Tantangan terbesar program talkshow radio adalah narasumber tiba-tiba berhalangan hadir sebelum acara dimulai. Namun, kendala ini sudah diantisipasi sejak tahap perencanaan talkshow dengan mempersiapkan narasumber alternatif dan daftar pertanyaannya sehingga acara tetap dapat dilakukan sesuai jadwal.
Keberlanjutan dan peluang replikasi
Hingga saat ini (Agustus 2015), program jurnalis warga dan talkshow radio untuk advokasi peningkatan pelayanan publik mendapat tanggapan positif dari masyarakat, media arus utama, dan pemerintah. Program ini diharapkan dapat terus berjalan di Jayawijaya karena para jurnalis warga memiliki komitmen tinggi untuk menjalankan perannya dan mereka telah membentuk komunitas yang cukup aktif.
Selain itu, RRI Wamena, sebagai satu-satunya media arus utama di Jayawijaya, memiliki visi yang sama dengan jurnalis warga.

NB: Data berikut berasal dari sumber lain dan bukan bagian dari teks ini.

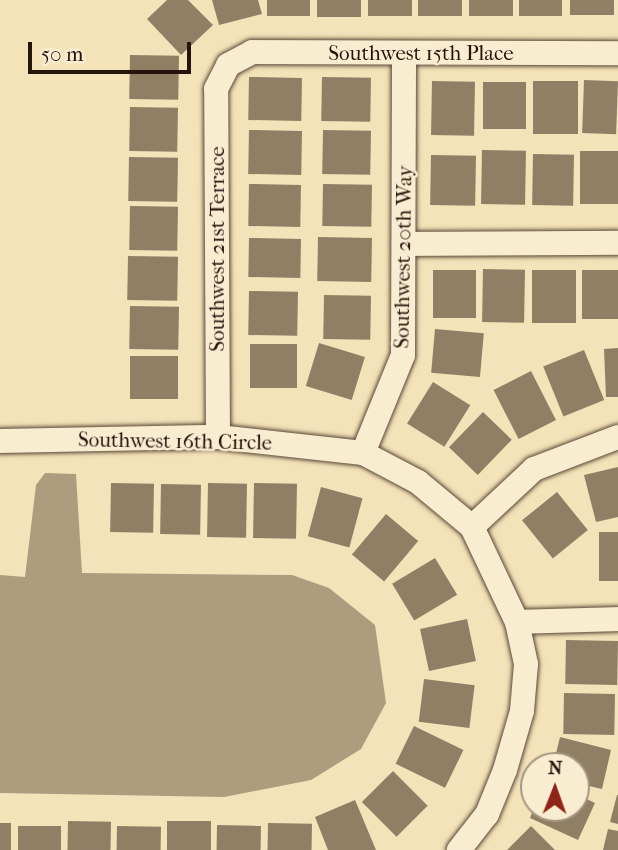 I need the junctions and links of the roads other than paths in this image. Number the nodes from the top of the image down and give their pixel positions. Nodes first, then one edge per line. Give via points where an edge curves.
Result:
1 (618, 53) edge
2 (404, 54) junction
3 (228, 65) joint
4 (618, 243) edge
5 (406, 244) junction
6 (218, 437) junction
7 (618, 437) edge
8 (0, 441) edge
9 (363, 453) junction
10 (472, 527) junction
11 (618, 619) edge
12 (517, 622) junction
13 (459, 850) edge

1 - 2 street, Southwest 15th Place
2 - 3 street, Southwest 15th Place via 252,52
2 - 5 street, Southwest 20th Way
3 - 6 street, Southwest 21st Terrace via 216,89
4 - 5 street
5 - 9 street, Southwest 20th Way via 403,355
6 - 8 street, Southwest 16th Circle
6 - 9 street, Southwest 16th Circle
7 - 10 street via 534,469
9 - 10 street, Southwest 16th Circle via 418,482
10 - 12 street, Southwest 16th Circle
11 - 12 street
12 - 13 street, Southwest 16th Circle via 526,664 522,711 487,814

Mereka percaya bahwa pelayanan kesehatan tidak hanya menjadi tanggungjawab pemerintah, tapi harus menjadi gerakan bersama. Bahkan, RRI Wamena akan menyediakan tanda pengenal kontributor RRI untuk jurnalis warga turun lapangan.
Pada tanggal 29 Oktober 2014, salah satu jurnalis warga Jayawijaya, Dolly, diundang oleh Kedutaan Besar Amerika Serikat untuk berbagi pengalaman tentang peran jurnalis warga dalam advokasi peningkatan pelayanan publik di acara Five Regions, One Mission di Jakarta. Acara ini merupakan bentuk apreasiasi terhadap keterlibatan jurnalis warga dan diharapkan dapat menginspirasi lebih banyak orang untuk melaksanakan program jurnalis warga untuk meningkatkan mutu pelayanan publik.
Hasil pembelajaran dan rekomendasi
Jurnalisme warga dan talkshow tidak hanya mengangkat isu yang masih harus dibenahi, tapi juga cerita inspiratif yang telah dilakukan oleh puskesmas/ dinas kesehatan dan individu untuk meningkatkan mutu pelayanan kesehatan di Jayawijaya.
Sejumlah hasil pembelajaran dan rekomendasi didapat berdasarkan pengalaman pelaksanaan jurnalis warga dan talkshow radio di Jayawijaya, antara lain:
a. Kerjasama erat dari masyarakat, tokoh masyarakat dan tokoh agama yang bernaung dalam MSF, media dan pemerintah merupakan syarat utama keberhasilan program. Tanpa upaya kerjasama ini, kedua pendekatan tersebut akan sulit diterima masyarakat dan perubahan perilaku tentang pentingnya informasi dari pelosok kampung pasti belum terjadi. Sebuah pendekatan yang menekankan keterbukaan dan keterlibatan masyarakat terbukti penting agar muncul kepedulian dan rasa memiliki yang kuat terhadap pelayanan kesehatan yang diberikan pihak dinas dan puskesmas.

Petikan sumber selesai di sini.